Contoh skrip dan otomatisasi
Anda dapat mengotomatiskan ekspor ruang kerja menggunakan skrip dan pekerjaan terjadwal.
Skrip Klon Mendalam Ekspor
Skrip berikut mengekspor tabel terkelola Katalog Unity menggunakan DEEP CLONE. Kode ini harus dijalankan di ruang kerja sumber untuk mengekspor katalog tertentu ke wadah perantara.

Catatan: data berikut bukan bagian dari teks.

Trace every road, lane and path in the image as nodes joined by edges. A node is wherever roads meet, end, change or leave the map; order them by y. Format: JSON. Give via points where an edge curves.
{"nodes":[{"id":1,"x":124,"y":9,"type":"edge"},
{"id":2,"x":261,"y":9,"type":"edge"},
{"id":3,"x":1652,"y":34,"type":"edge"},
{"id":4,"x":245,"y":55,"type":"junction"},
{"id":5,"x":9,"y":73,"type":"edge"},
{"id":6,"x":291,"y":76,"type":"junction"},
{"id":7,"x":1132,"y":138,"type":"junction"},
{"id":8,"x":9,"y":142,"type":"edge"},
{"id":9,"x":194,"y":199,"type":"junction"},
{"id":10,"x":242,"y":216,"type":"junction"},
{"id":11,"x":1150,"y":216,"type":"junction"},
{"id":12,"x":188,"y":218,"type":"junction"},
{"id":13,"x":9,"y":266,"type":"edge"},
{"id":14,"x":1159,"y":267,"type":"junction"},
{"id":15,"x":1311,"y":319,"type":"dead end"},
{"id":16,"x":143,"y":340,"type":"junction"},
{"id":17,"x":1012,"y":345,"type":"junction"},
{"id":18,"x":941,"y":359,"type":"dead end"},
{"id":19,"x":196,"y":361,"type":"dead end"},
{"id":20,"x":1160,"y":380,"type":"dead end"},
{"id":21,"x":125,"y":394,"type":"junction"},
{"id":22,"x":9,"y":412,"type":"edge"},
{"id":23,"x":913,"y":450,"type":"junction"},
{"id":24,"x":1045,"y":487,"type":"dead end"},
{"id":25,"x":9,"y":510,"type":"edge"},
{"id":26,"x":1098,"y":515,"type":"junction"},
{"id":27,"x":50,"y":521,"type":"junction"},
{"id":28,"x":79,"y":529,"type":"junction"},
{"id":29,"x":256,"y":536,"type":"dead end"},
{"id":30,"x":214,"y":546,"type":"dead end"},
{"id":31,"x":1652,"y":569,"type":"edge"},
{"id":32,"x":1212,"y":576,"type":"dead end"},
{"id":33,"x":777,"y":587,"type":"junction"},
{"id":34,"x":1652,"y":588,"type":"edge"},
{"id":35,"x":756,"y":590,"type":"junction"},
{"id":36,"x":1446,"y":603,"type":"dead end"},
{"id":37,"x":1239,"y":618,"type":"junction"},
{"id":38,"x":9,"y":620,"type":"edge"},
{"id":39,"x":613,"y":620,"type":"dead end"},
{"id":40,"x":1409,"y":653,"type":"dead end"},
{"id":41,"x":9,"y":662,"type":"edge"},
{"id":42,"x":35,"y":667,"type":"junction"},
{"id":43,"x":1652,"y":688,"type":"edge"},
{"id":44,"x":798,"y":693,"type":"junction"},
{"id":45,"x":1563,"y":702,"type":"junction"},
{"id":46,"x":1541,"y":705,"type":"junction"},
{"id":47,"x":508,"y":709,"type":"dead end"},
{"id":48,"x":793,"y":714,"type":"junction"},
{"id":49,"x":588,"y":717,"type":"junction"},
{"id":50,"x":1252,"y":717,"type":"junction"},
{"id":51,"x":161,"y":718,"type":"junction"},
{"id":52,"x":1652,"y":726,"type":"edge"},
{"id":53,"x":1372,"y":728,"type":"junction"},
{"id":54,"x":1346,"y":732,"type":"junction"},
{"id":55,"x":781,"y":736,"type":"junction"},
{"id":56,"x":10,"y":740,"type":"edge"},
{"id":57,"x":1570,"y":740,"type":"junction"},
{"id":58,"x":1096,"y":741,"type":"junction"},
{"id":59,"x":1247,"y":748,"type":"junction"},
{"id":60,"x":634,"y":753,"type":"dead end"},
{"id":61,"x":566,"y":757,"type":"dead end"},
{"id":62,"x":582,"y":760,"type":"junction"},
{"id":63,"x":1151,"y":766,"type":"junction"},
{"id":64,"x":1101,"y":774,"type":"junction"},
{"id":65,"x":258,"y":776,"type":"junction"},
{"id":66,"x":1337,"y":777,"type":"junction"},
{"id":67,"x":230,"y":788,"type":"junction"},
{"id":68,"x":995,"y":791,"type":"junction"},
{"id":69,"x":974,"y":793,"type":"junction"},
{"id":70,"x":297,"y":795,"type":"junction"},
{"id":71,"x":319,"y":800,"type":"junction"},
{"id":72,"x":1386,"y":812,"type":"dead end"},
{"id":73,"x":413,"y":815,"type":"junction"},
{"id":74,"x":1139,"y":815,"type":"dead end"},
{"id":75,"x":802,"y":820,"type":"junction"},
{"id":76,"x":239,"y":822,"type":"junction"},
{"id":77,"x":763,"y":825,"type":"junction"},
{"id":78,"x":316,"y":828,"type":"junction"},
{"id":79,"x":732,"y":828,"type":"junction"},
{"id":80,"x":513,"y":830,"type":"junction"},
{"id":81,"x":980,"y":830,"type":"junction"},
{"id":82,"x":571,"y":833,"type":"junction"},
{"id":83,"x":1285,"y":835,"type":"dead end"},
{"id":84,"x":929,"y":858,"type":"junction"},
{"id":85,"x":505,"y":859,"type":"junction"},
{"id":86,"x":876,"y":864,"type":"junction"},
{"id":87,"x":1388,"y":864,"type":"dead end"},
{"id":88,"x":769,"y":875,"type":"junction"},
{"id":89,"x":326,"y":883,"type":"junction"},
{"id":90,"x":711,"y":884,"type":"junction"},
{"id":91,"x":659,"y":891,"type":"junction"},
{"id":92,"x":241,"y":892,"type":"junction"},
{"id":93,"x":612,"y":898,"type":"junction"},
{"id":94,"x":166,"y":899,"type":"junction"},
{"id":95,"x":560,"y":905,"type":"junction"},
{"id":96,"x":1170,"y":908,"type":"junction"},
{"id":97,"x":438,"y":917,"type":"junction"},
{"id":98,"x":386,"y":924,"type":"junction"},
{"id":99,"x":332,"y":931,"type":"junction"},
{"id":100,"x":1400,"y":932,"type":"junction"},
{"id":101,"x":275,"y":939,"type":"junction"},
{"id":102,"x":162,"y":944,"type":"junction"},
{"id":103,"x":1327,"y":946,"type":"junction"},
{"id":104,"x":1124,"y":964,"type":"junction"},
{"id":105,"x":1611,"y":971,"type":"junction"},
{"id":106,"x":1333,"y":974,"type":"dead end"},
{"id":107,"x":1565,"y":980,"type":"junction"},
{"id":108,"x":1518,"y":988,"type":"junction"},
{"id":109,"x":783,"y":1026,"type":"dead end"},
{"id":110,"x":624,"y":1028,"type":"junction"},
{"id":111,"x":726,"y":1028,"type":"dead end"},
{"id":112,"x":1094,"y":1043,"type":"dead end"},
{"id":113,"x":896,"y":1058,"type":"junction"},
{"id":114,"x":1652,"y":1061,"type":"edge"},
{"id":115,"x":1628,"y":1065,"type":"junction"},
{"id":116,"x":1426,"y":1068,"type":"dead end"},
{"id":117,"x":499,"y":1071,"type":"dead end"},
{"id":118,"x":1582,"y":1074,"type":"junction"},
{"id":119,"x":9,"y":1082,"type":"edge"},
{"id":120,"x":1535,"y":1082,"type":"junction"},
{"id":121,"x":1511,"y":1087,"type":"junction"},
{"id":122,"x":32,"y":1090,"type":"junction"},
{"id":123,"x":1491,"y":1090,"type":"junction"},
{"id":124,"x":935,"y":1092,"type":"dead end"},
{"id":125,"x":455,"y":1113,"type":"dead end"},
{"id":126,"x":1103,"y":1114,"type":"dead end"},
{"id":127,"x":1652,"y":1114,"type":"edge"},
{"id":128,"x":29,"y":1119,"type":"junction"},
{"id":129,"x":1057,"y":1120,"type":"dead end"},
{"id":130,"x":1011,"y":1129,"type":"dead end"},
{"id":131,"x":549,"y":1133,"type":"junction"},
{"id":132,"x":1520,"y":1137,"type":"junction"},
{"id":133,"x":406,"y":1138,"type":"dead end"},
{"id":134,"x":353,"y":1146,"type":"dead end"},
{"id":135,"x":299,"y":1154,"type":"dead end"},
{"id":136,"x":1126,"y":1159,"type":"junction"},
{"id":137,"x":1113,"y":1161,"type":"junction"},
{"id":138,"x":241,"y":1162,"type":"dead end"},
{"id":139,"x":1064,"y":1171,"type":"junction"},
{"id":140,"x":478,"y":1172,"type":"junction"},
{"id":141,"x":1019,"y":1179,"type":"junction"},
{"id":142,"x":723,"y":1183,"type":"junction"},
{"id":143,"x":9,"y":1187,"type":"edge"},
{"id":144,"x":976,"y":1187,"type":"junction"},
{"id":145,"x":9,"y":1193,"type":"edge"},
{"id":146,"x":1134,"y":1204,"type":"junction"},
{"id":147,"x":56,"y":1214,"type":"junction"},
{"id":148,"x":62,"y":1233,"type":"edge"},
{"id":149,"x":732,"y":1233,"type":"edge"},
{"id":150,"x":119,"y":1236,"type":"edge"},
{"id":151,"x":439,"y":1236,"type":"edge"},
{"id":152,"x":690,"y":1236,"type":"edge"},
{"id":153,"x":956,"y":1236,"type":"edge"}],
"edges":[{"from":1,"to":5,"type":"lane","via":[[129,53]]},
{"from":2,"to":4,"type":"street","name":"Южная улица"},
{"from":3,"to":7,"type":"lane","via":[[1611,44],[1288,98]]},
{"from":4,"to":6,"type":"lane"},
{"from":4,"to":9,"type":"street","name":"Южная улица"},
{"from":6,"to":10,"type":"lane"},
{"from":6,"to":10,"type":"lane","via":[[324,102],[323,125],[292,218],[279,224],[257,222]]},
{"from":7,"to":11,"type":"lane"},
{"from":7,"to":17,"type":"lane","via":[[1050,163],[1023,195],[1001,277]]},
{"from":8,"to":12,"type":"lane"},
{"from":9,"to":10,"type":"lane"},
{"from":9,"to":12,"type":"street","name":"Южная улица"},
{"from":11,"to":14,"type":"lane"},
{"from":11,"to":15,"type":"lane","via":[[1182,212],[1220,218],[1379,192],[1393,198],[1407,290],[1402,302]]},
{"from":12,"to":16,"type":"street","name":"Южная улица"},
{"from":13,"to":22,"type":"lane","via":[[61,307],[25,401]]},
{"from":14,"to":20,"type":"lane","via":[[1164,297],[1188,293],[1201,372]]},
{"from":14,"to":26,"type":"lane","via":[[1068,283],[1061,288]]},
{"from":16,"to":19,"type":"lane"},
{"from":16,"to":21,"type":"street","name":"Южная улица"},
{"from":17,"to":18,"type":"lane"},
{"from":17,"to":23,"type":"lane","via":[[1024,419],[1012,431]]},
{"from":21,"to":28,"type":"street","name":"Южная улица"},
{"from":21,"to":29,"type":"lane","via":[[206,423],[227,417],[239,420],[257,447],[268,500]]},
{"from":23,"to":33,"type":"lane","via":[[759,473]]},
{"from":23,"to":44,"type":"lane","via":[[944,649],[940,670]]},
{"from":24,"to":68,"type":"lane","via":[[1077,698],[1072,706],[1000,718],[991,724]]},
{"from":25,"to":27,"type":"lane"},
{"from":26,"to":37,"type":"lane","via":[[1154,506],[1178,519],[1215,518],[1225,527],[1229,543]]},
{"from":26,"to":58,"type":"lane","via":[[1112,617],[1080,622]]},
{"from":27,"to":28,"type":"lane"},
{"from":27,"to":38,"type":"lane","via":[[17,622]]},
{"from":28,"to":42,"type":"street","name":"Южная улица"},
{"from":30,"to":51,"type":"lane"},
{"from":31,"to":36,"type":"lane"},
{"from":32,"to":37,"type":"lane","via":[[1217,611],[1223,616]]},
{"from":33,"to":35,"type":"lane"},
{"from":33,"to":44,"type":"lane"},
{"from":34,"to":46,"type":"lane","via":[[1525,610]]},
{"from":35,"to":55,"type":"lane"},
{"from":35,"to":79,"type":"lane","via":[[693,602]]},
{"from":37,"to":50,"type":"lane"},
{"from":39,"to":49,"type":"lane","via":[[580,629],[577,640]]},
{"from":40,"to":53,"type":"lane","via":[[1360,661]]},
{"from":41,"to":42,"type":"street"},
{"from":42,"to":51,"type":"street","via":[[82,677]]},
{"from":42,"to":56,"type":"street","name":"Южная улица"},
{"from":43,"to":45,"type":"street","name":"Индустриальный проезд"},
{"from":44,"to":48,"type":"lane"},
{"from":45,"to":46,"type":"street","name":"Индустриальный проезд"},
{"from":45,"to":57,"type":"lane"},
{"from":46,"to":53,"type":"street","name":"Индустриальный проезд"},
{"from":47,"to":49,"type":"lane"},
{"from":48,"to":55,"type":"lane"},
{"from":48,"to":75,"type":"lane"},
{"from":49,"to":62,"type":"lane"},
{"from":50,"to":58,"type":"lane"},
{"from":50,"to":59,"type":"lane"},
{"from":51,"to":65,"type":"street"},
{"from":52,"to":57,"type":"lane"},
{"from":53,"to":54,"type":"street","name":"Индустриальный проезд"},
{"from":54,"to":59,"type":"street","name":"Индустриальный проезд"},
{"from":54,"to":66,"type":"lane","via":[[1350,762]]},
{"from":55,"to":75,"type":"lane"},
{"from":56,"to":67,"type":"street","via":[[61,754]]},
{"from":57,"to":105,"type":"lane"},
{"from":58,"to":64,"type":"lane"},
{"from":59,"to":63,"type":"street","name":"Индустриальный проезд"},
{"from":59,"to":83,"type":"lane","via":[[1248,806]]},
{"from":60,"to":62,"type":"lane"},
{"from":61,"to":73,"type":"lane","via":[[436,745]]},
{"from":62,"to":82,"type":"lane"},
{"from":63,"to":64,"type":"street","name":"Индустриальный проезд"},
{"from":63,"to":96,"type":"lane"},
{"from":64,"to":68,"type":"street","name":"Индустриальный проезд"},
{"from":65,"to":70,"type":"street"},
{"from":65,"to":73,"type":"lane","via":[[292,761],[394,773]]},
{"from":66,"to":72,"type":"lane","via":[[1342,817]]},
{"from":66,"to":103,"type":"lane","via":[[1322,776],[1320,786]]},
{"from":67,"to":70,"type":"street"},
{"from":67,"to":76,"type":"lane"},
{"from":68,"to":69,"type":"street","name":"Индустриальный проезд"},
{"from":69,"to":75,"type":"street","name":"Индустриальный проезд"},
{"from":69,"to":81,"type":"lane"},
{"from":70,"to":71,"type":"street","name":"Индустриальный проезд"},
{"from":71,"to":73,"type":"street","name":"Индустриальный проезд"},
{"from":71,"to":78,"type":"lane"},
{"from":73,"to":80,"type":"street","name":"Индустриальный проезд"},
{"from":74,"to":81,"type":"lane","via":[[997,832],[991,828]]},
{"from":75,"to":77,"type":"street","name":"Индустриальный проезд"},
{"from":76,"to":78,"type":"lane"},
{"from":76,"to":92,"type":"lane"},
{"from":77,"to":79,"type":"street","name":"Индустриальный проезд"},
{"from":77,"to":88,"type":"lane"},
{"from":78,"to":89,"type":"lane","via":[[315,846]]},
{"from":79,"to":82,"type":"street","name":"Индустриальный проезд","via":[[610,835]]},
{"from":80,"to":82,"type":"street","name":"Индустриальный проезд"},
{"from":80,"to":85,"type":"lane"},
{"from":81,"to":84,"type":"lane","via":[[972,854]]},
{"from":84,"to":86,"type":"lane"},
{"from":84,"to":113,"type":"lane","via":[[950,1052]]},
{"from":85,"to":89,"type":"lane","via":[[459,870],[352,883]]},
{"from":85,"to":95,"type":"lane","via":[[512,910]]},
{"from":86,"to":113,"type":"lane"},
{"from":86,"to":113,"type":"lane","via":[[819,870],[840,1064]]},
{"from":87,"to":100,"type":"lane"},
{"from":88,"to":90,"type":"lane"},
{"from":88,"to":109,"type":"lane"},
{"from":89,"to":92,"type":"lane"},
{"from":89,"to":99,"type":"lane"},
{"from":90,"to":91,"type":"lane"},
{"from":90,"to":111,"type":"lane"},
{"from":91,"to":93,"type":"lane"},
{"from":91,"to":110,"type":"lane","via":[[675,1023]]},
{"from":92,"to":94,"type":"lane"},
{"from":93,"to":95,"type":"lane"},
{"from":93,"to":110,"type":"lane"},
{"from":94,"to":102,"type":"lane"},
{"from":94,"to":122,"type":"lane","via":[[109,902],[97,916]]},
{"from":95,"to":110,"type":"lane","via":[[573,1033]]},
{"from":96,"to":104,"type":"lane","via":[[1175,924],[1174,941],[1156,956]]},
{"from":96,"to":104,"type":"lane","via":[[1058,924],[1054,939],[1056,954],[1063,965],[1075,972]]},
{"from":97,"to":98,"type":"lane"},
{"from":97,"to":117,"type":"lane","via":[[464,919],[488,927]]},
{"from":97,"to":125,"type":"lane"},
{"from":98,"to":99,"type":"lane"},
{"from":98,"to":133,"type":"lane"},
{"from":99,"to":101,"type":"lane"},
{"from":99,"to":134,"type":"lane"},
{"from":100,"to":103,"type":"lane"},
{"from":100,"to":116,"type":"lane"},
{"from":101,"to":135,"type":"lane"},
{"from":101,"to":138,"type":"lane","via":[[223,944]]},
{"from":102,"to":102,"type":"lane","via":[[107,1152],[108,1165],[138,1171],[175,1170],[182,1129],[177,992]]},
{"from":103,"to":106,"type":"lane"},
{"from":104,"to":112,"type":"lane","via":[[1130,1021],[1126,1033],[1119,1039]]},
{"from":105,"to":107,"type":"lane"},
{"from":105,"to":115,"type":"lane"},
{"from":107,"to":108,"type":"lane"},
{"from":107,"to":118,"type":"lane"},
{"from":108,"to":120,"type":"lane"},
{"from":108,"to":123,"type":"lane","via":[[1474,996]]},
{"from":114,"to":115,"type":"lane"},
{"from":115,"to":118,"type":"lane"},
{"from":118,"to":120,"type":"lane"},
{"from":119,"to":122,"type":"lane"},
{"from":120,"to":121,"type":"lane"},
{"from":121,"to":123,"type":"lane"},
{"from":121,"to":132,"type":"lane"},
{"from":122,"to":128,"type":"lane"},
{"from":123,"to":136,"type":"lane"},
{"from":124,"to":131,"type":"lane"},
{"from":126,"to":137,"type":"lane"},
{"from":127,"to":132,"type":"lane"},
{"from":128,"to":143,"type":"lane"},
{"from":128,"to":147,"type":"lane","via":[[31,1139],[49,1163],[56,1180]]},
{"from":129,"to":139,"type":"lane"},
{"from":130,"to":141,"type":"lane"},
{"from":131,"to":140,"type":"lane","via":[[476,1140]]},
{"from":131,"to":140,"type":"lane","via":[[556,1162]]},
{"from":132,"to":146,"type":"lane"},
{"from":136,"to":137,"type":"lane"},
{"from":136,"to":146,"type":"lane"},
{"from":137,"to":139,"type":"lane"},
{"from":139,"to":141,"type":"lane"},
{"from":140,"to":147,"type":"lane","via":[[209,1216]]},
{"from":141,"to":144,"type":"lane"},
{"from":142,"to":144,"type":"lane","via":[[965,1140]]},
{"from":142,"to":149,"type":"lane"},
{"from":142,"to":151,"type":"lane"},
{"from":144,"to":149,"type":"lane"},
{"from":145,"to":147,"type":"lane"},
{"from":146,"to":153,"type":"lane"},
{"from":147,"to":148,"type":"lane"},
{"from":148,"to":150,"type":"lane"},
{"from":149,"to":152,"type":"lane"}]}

Perbarui variabel catalogs_to_copy dan dest_bucket.
import pandas as pd
# define catalogs and destination bucket
catalogs_to_copy = ["my_catalog_name"]
dest_bucket = "<cloud-storage-path>://my-intermediate-bucket"
manifest_name = "manifest"
# initialize vars
system_info = sql("SELECT * FROM system.information_schema.tables")
copied_table_names = []
copied_table_types = []
copied_table_schemas = []
copied_table_catalogs = []
copied_table_locations = []
# loop through all catalogs to copy, then copy all non-system tables
# note: this would likely be parallelized using thread pooling in prod
for catalog in catalogs_to_copy:
filtered_tables = system_info.filter((system_info.table_catalog == catalog) & (system_info.table_schema != "information_schema"))
for table in filtered_tables.collect():
schema = table['table_schema']
table_name = table['table_name']
table_type = table['table_type']
print(f"Copying table {schema}.{table_name}...")
target_location = f"{dest_bucket}/{catalog}_{schema}_{table_name}"
sqlstring = f"CREATE TABLE delta.`{target_location}` DEEP CLONE {catalog}.{schema}.{table_name}"
sql(sqlstring)
# lists used to create manifest table DF
copied_table_names.append(table_name)
copied_table_types.append(table_type)
copied_table_schemas.append(schema)
copied_table_catalogs.append(catalog)
copied_table_locations.append(target_location)
# create the manifest as a df and write to a table in dr target
# this contains catalog, schema, table and location
manifest_df = pd.DataFrame({"catalog": copied_table_catalogs,
"schema": copied_table_schemas,
"table": copied_table_names,
"location": copied_table_locations,
"type": copied_table_types})
spark.createDataFrame(manifest_df).write.mode("overwrite").format("delta").save(f"{dest_bucket}/{manifest_name}")
display(manifest_df)
Pertimbangan otomatisasi
Saat mengotomatiskan ekspor:
- Gunakan pekerjaan terjadwal: Buat pekerjaan Azure Databricks yang menjalankan skrip ekspor pada jadwal reguler.
- Memantau pekerjaan ekspor: Konfigurasikan pemberitahuan untuk memberi tahu Anda jika ekspor gagal atau memakan waktu lebih lama dari yang diharapkan.
- Mengelola kredensial: Menyimpan kredensial penyimpanan cloud dan token API dengan aman menggunakan rahasia Azure Databricks. Lihat Manajemen Rahasia.
- Ekspor versi: Gunakan tanda waktu atau nomor versi di jalur ekspor untuk mempertahankan ekspor historis.
- Membersihkan ekspor lama: Terapkan kebijakan retensi untuk menghapus ekspor lama dan mengelola biaya penyimpanan.
- Ekspor bertambah bertahap: Untuk ruang kerja besar, pertimbangkan untuk menerapkan ekspor bertambah bertahap yang hanya mengekspor data yang diubah sejak ekspor terakhir.